A Joke..

Jun 14, 2004 10:11

A wedding occurred, just outside Caven in Ireland. To keep tradition going, everyone got drunk and the bride's and groom's families had a storming row and began wrecking the reception room and generally kicking the crap out of each other. The police got called in to break up the fight. The following week, all members of both families appeared in court. The fight continued in the court room until the Judge finally brought calm with the use of his hammer, shouting "Silence in the court room!" The court room went silent and Paddy (the best man) stood up and said, "Judge.. I was the best man at the wedding and I think I should explain what happened." The judge agreed and asked Paddy to take the stand. Paddy began his explanation by telling the court that it is traditional in a Cavan wedding that the Best Man gets the first dance with the Bride.
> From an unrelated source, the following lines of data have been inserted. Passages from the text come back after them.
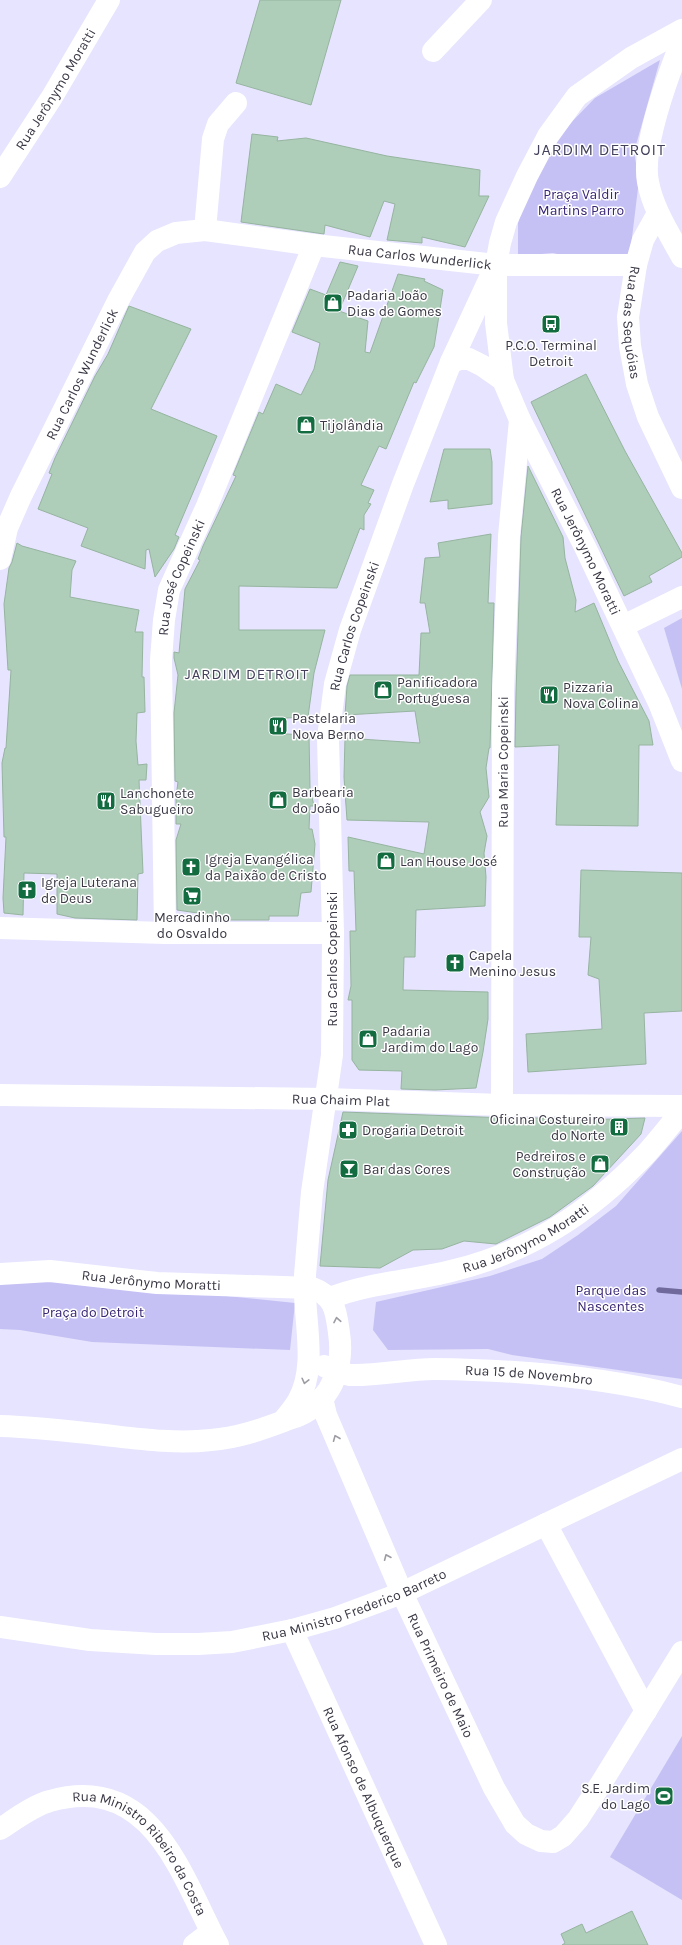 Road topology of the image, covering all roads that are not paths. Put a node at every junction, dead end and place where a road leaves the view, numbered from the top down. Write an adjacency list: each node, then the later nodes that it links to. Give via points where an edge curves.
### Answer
1 (109, 0): 7 (street, Rua Jerônymo Moratti, via 52,97)
2 (481, 0): 5 (street)
3 (682, 30): 12 (street, via 631,58 577,96 548,136 515,201 500,243)
4 (682, 40): 8 (street, via 665,88 649,147 648,181)
5 (433, 52)
6 (236, 103): 9 (street, via 218,124 213,139)
7 (0, 177)
8 (658, 213): 11 (street); 13 (street, Rua das Sequóias, via 643,240)
9 (205, 230): 10 (street, Rua Carlos Wunderlick); 18 (street, Rua Carlos Wunderlick, via 176,233 157,241 145,252 30,476 7,528)
10 (314, 245): 12 (street, Rua Carlos Wunderlick); 23 (street, Rua José Copeinski, via 207,506 169,590 161,660)
11 (682, 256)
12 (496, 265): 13 (street, Rua Carlos Wunderlick); 14 (street, Rua Carlos Copeinski); 15 (street, Rua Jerônymo Moratti, via 496,323)
13 (636, 265): 17 (street, Rua das Sequóias, via 628,317 637,384 648,417)
14 (460, 361): 15 (street, via 483,366); 24 (street, Rua Carlos Copeinski, via 386,530 350,630 335,684 328,738)
15 (503, 380): 16 (street, Rua Jerônymo Moratti)
16 (520, 420): 20 (street, Rua Jerônymo Moratti); 27 (street, Rua Maria Copeinski, via 509,536 504,656)
17 (682, 488)
18 (0, 559)
19 (682, 597): 20 (street)
20 (623, 626): 21 (street, Rua Jerônymo Moratti, via 660,703)
21 (682, 761)
22 (0, 928): 23 (street)
23 (165, 933): 24 (street)
24 (333, 933): 26 (street, Rua Carlos Copeinski, via 332,1055)
25 (0, 1095): 26 (street, Rua Chaim Plat)
26 (327, 1098): 27 (street, Rua Chaim Plat); 31 (street, Rua Carlos Copeinski, via 312,1192)
27 (502, 1104): 28 (street, Rua Chaim Plat)
28 (682, 1106)
29 (682, 1111): 32 (street, Rua Jerônymo Moratti, via 646,1154 606,1192 565,1224 517,1250 470,1267 423,1279 345,1292)
30 (0, 1274): 31 (street, Rua Jerônymo Moratti, via 50,1271 158,1283)
31 (304, 1287): 32 (street, via 318,1290); 33 (street, Rua Carlos Copeinski)
32 (330, 1298): 34 (street, one-way to 32, via 337,1318)
33 (308, 1342): 34 (street, Rua 15 de Novembro, via 316,1360); 37 (street, Rua Carlos Copeinski, one-way to 37, via 303,1388 298,1401)
34 (339, 1362): 35 (street, Rua 15 de Novembro, via 359,1376 435,1369 520,1373 656,1390); 36 (street, via 333,1383)
35 (682, 1397)
36 (322, 1398): 37 (street, via 302,1414); 41 (street, Rua Primeiro de Maio, one-way to 36, via 326,1415)
37 (283, 1421): 38 (street, via 260,1430 210,1441 174,1441)
38 (0, 1426)
39 (682, 1459): 40 (street, Rua Ministro Frederico Barreto)
40 (546, 1524): 41 (street, Rua Ministro Frederico Barreto); 45 (street)
41 (402, 1593): 43 (street, Rua Ministro Frederico Barreto, via 335,1618); 45 (street, Rua Primeiro de Maio, via 494,1788 515,1824 526,1834 541,1841 553,1842 563,1836 578,1819)
42 (0, 1628): 43 (street, Rua Ministro Frederico Barreto, via 90,1640 156,1644 232,1642)
43 (292, 1630): 49 (street, Rua Afonso de Albuquerque)
44 (682, 1652): 45 (street)
45 (646, 1711)
46 (0, 1830): 47 (street, Rua Ministro Ribeiro da Costa, via 49,1801 73,1796 104,1797 124,1804 149,1823 170,1849)
47 (214, 1938): 48 (street)
48 (194, 1945)
49 (436, 1945)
Well, after I had finished the first dance, the music kept going, so I continued dancing to the second song, and after that the music kept going, so I continued dancing to the second song, and after that the music kept going, so I continued dancing to the second song, and after that the music kept going and I was dancing to the third song, when all of a sudden the Groom leaped over the table, ran towards us, and gave the Bride and unmerciful kick in her privates." The Judge instantly responded: "God.. that must have hurt!" Paddy replied, "HURT!? It broke three of my fingers!!"